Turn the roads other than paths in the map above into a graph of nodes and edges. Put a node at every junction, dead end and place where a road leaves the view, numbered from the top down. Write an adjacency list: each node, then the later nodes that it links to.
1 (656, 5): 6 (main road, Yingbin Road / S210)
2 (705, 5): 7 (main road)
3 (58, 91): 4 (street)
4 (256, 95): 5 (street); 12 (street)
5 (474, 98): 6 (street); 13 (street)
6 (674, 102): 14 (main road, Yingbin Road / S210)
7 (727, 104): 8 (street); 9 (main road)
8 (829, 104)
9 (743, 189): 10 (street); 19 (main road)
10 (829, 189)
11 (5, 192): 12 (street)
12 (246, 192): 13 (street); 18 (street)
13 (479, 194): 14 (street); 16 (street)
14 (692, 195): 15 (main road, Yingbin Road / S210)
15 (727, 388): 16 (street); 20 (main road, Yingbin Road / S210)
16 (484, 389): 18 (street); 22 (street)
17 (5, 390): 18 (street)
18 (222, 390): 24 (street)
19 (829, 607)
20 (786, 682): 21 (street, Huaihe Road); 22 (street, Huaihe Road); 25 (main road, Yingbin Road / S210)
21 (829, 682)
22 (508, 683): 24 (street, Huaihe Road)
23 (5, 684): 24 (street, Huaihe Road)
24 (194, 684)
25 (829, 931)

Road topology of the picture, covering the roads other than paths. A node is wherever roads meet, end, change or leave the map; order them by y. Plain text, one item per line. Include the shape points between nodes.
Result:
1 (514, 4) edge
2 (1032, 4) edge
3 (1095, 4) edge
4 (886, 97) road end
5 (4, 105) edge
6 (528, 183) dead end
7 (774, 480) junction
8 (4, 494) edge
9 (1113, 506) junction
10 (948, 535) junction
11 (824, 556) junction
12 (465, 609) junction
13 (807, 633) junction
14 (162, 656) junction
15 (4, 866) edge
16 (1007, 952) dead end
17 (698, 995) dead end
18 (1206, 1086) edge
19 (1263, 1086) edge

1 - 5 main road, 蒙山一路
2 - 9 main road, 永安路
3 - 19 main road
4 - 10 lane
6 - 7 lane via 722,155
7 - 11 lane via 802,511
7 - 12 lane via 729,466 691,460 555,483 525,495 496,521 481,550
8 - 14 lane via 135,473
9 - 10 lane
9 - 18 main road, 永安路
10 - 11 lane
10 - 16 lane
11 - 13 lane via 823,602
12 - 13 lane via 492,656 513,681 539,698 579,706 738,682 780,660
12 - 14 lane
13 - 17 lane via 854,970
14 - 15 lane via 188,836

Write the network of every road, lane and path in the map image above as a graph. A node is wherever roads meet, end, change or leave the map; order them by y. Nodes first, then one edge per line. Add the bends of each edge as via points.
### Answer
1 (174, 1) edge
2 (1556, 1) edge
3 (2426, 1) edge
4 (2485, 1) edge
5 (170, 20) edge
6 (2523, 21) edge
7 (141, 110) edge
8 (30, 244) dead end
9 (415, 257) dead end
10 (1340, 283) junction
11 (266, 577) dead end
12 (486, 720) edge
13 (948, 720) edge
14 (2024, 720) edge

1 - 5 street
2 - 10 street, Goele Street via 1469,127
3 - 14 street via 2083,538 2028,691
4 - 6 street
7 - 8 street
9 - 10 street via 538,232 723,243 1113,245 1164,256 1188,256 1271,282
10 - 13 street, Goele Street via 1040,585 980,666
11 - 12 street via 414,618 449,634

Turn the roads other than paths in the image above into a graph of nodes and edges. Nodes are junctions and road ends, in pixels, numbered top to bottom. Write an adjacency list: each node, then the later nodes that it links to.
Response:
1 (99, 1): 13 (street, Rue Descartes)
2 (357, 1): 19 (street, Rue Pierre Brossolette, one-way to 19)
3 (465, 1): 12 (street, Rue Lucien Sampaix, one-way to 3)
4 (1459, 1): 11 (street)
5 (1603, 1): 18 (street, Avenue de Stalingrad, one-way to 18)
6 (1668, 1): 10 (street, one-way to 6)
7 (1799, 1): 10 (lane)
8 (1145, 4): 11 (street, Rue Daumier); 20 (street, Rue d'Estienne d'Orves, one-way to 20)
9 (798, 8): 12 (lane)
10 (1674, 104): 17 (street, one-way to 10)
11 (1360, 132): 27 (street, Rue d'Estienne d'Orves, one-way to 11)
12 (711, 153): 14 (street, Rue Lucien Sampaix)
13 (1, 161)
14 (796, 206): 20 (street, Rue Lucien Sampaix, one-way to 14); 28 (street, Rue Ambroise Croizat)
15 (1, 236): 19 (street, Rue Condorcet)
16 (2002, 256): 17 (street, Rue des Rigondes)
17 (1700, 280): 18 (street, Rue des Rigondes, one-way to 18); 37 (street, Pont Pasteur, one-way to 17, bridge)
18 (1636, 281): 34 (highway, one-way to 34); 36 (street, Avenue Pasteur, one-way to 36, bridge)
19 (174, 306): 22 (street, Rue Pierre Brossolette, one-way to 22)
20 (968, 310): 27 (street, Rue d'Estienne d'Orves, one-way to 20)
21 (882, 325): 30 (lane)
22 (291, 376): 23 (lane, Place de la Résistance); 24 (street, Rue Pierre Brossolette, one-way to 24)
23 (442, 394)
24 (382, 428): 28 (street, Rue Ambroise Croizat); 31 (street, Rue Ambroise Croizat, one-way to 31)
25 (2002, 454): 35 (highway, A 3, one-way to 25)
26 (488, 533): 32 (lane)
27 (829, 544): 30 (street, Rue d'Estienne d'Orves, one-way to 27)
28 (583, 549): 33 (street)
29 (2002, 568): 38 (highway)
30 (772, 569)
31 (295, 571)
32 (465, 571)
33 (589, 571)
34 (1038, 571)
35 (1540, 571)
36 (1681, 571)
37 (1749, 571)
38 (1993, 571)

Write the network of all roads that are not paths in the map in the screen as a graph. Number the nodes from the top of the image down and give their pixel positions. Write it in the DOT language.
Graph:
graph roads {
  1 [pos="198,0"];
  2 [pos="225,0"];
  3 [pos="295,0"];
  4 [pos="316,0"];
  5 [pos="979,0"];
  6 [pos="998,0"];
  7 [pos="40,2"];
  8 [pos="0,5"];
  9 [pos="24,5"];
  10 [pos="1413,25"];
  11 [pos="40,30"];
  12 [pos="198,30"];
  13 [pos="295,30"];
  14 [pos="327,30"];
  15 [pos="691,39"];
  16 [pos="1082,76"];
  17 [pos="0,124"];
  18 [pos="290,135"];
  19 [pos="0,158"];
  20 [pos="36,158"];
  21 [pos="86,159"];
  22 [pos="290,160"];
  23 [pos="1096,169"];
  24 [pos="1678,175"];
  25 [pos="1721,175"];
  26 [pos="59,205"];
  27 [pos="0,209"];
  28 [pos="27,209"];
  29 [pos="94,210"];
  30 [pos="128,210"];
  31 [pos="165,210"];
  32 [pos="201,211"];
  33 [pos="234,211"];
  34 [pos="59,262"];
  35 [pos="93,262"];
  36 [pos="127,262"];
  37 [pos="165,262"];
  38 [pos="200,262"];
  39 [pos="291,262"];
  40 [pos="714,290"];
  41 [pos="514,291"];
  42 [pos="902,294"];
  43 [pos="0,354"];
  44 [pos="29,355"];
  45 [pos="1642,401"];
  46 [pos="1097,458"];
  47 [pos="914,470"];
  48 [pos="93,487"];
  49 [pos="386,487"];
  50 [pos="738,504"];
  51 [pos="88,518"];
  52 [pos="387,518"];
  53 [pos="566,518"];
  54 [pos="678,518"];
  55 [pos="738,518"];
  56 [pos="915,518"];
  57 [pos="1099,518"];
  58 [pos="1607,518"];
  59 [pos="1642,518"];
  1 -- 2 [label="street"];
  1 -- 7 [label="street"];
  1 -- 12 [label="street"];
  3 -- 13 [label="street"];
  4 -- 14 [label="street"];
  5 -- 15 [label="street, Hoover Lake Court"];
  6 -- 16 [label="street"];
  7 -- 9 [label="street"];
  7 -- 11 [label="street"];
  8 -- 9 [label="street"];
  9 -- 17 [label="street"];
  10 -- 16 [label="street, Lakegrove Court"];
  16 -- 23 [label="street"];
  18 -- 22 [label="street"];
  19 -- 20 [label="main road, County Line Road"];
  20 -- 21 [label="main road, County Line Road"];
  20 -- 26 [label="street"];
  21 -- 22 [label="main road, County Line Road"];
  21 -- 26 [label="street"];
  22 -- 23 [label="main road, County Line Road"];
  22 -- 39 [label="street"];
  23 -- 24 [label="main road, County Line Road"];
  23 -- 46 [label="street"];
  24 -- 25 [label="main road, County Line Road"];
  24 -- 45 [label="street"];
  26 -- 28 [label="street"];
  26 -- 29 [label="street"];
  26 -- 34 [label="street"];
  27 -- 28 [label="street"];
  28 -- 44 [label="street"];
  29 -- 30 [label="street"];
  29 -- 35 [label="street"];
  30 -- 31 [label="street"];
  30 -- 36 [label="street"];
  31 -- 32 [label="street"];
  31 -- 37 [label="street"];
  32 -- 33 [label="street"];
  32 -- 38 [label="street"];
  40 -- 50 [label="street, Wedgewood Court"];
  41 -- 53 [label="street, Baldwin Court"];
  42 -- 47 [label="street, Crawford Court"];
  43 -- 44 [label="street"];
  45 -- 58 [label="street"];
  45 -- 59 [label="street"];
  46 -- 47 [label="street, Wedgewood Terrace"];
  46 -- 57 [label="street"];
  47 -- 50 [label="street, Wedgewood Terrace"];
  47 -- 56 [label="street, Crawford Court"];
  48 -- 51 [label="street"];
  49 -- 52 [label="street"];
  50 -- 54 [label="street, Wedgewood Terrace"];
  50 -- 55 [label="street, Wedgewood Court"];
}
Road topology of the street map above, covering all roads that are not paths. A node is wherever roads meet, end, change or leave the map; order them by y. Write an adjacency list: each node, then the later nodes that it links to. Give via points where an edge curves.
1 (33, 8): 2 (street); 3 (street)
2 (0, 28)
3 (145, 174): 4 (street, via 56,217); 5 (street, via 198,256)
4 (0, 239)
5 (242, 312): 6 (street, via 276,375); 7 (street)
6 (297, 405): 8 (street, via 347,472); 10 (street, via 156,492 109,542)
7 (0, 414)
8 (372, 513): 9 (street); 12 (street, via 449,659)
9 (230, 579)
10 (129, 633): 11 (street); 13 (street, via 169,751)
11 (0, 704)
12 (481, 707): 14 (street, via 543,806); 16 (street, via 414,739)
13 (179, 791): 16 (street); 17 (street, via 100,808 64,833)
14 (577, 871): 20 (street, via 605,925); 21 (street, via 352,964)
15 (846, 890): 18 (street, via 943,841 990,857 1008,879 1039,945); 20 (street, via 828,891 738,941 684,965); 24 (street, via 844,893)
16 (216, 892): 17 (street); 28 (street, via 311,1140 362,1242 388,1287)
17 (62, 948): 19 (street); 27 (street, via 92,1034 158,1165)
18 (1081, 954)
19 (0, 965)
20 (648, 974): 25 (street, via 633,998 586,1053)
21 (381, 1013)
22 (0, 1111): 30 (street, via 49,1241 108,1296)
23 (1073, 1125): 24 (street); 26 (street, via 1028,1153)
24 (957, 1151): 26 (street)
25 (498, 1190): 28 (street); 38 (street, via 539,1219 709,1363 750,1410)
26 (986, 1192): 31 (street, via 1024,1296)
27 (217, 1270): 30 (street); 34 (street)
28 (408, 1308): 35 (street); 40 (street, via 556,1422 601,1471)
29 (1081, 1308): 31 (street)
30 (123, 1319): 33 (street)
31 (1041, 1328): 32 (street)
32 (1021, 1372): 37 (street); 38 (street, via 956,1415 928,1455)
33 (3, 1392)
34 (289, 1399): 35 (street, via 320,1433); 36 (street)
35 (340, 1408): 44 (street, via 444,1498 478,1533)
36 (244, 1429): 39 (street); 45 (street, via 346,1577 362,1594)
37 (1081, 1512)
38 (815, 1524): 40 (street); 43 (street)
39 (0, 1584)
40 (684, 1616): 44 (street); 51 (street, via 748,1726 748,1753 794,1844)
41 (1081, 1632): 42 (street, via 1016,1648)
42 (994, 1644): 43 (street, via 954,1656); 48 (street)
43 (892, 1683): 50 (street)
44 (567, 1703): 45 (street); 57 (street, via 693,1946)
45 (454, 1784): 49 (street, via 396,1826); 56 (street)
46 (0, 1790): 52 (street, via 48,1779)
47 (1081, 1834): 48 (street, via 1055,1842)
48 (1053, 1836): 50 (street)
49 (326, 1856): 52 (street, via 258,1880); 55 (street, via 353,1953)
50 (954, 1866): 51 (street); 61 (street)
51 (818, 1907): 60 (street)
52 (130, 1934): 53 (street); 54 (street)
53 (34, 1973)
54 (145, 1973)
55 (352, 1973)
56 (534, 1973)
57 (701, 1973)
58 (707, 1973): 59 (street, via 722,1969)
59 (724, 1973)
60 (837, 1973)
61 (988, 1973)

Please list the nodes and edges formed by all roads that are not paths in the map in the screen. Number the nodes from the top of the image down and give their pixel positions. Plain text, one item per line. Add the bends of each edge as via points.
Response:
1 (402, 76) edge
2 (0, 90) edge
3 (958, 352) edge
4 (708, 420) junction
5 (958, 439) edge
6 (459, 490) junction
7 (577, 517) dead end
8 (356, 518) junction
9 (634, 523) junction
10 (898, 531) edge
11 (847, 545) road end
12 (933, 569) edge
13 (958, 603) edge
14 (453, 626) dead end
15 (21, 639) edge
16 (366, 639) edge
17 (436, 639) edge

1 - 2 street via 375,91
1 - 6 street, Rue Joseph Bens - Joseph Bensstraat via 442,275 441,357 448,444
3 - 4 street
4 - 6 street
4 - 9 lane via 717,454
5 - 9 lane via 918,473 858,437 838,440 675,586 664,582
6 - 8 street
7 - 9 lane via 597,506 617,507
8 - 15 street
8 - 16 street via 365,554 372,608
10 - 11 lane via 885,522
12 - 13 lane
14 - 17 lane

----

▶ **Task description**: The answer is a bare number: how many lines of the records contain the string "order"?

▶ **Completed task**: 3